What to produce: The entries below need to be transcribed verbatim.
Top of Input data
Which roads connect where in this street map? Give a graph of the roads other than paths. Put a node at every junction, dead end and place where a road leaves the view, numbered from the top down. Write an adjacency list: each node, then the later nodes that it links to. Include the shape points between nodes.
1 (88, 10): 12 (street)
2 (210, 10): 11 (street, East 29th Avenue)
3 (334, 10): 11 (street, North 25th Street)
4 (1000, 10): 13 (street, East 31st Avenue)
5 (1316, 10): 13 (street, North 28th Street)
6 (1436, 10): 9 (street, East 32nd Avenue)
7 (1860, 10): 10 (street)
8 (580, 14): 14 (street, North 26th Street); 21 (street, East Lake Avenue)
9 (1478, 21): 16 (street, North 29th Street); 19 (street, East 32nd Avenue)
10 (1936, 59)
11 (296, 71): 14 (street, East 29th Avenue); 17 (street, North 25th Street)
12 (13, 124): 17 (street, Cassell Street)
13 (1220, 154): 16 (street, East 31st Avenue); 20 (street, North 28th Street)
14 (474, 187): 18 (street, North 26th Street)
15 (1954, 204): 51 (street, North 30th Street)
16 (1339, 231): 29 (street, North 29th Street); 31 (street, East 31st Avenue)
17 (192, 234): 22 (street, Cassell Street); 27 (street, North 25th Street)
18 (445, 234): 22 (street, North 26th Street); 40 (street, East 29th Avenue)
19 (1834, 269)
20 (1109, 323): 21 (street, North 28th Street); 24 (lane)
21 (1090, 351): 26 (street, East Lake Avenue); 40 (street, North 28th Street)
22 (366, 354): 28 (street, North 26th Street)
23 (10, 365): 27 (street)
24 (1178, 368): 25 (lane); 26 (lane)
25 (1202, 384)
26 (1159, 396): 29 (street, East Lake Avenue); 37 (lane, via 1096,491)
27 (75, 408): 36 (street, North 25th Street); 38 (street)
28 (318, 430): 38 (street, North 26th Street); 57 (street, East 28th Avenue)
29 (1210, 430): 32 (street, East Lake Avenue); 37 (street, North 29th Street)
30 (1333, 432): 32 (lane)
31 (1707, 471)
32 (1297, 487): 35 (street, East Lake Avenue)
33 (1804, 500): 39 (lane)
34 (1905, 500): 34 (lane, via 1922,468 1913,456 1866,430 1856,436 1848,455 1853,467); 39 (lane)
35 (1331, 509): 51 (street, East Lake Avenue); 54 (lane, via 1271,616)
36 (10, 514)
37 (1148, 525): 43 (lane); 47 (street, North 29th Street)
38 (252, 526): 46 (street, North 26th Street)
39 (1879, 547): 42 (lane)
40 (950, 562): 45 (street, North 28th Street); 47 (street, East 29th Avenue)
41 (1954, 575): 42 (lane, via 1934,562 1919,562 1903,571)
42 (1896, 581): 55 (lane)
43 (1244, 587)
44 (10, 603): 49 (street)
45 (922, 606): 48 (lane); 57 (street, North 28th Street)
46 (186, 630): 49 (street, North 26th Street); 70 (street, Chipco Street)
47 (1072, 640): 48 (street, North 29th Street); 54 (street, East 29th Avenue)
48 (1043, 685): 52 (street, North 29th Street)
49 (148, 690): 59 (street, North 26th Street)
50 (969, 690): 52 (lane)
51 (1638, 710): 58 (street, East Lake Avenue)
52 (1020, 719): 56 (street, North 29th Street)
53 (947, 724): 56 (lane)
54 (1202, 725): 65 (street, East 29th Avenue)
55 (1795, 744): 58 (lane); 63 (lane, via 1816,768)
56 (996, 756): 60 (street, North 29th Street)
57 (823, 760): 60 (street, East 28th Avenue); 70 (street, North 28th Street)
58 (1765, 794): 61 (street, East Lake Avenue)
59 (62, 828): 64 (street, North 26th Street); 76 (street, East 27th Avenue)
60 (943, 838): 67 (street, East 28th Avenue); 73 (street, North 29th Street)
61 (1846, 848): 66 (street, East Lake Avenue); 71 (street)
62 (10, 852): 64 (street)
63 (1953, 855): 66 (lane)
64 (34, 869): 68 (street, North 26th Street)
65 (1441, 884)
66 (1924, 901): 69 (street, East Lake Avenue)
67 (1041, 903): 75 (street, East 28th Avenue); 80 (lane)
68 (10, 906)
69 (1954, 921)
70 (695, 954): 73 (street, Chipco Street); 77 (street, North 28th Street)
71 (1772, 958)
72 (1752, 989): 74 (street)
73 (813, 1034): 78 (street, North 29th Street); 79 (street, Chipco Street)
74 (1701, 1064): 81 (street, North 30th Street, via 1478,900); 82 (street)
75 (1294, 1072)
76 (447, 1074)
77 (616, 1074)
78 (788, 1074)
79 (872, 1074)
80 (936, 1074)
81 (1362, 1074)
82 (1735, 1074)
Bottom of Input data
Answer for this exercise:
Which roads connect where in this street map? Give a graph of the roads other than paths. Put a node at every junction, dead end and place where a road leaves the view, numbered from the top down. Write an adjacency list: each node, then the later nodes that it links to. Include the shape points between nodes.
1 (88, 10): 12 (street)
2 (210, 10): 11 (street, East 29th Avenue)
3 (334, 10): 11 (street, North 25th Street)
4 (1000, 10): 13 (street, East 31st Avenue)
5 (1316, 10): 13 (street, North 28th Street)
6 (1436, 10): 9 (street, East 32nd Avenue)
7 (1860, 10): 10 (street)
8 (580, 14): 14 (street, North 26th Street); 21 (street, East Lake Avenue)
9 (1478, 21): 16 (street, North 29th Street); 19 (street, East 32nd Avenue)
10 (1936, 59)
11 (296, 71): 14 (street, East 29th Avenue); 17 (street, North 25th Street)
12 (13, 124): 17 (street, Cassell Street)
13 (1220, 154): 16 (street, East 31st Avenue); 20 (street, North 28th Street)
14 (474, 187): 18 (street, North 26th Street)
15 (1954, 204): 51 (street, North 30th Street)
16 (1339, 231): 29 (street, North 29th Street); 31 (street, East 31st Avenue)
17 (192, 234): 22 (street, Cassell Street); 27 (street, North 25th Street)
18 (445, 234): 22 (street, North 26th Street); 40 (street, East 29th Avenue)
19 (1834, 269)
20 (1109, 323): 21 (street, North 28th Street); 24 (lane)
21 (1090, 351): 26 (street, East Lake Avenue); 40 (street, North 28th Street)
22 (366, 354): 28 (street, North 26th Street)
23 (10, 365): 27 (street)
24 (1178, 368): 25 (lane); 26 (lane)
25 (1202, 384)
26 (1159, 396): 29 (street, East Lake Avenue); 37 (lane, via 1096,491)
27 (75, 408): 36 (street, North 25th Street); 38 (street)
28 (318, 430): 38 (street, North 26th Street); 57 (street, East 28th Avenue)
29 (1210, 430): 32 (street, East Lake Avenue); 37 (street, North 29th Street)
30 (1333, 432): 32 (lane)
31 (1707, 471)
32 (1297, 487): 35 (street, East Lake Avenue)
33 (1804, 500): 39 (lane)
34 (1905, 500): 34 (lane, via 1922,468 1913,456 1866,430 1856,436 1848,455 1853,467); 39 (lane)
35 (1331, 509): 51 (street, East Lake Avenue); 54 (lane, via 1271,616)
36 (10, 514)
37 (1148, 525): 43 (lane); 47 (street, North 29th Street)
38 (252, 526): 46 (street, North 26th Street)
39 (1879, 547): 42 (lane)
40 (950, 562): 45 (street, North 28th Street); 47 (street, East 29th Avenue)
41 (1954, 575): 42 (lane, via 1934,562 1919,562 1903,571)
42 (1896, 581): 55 (lane)
43 (1244, 587)
44 (10, 603): 49 (street)
45 (922, 606): 48 (lane); 57 (street, North 28th Street)
46 (186, 630): 49 (street, North 26th Street); 70 (street, Chipco Street)
47 (1072, 640): 48 (street, North 29th Street); 54 (street, East 29th Avenue)
48 (1043, 685): 52 (street, North 29th Street)
49 (148, 690): 59 (street, North 26th Street)
50 (969, 690): 52 (lane)
51 (1638, 710): 58 (street, East Lake Avenue)
52 (1020, 719): 56 (street, North 29th Street)
53 (947, 724): 56 (lane)
54 (1202, 725): 65 (street, East 29th Avenue)
55 (1795, 744): 58 (lane); 63 (lane, via 1816,768)
56 (996, 756): 60 (street, North 29th Street)
57 (823, 760): 60 (street, East 28th Avenue); 70 (street, North 28th Street)
58 (1765, 794): 61 (street, East Lake Avenue)
59 (62, 828): 64 (street, North 26th Street); 76 (street, East 27th Avenue)
60 (943, 838): 67 (street, East 28th Avenue); 73 (street, North 29th Street)
61 (1846, 848): 66 (street, East Lake Avenue); 71 (street)
62 (10, 852): 64 (street)
63 (1953, 855): 66 (lane)
64 (34, 869): 68 (street, North 26th Street)
65 (1441, 884)
66 (1924, 901): 69 (street, East Lake Avenue)
67 (1041, 903): 75 (street, East 28th Avenue); 80 (lane)
68 (10, 906)
69 (1954, 921)
70 (695, 954): 73 (street, Chipco Street); 77 (street, North 28th Street)
71 (1772, 958)
72 (1752, 989): 74 (street)
73 (813, 1034): 78 (street, North 29th Street); 79 (street, Chipco Street)
74 (1701, 1064): 81 (street, North 30th Street, via 1478,900); 82 (street)
75 (1294, 1072)
76 (447, 1074)
77 (616, 1074)
78 (788, 1074)
79 (872, 1074)
80 (936, 1074)
81 (1362, 1074)
82 (1735, 1074)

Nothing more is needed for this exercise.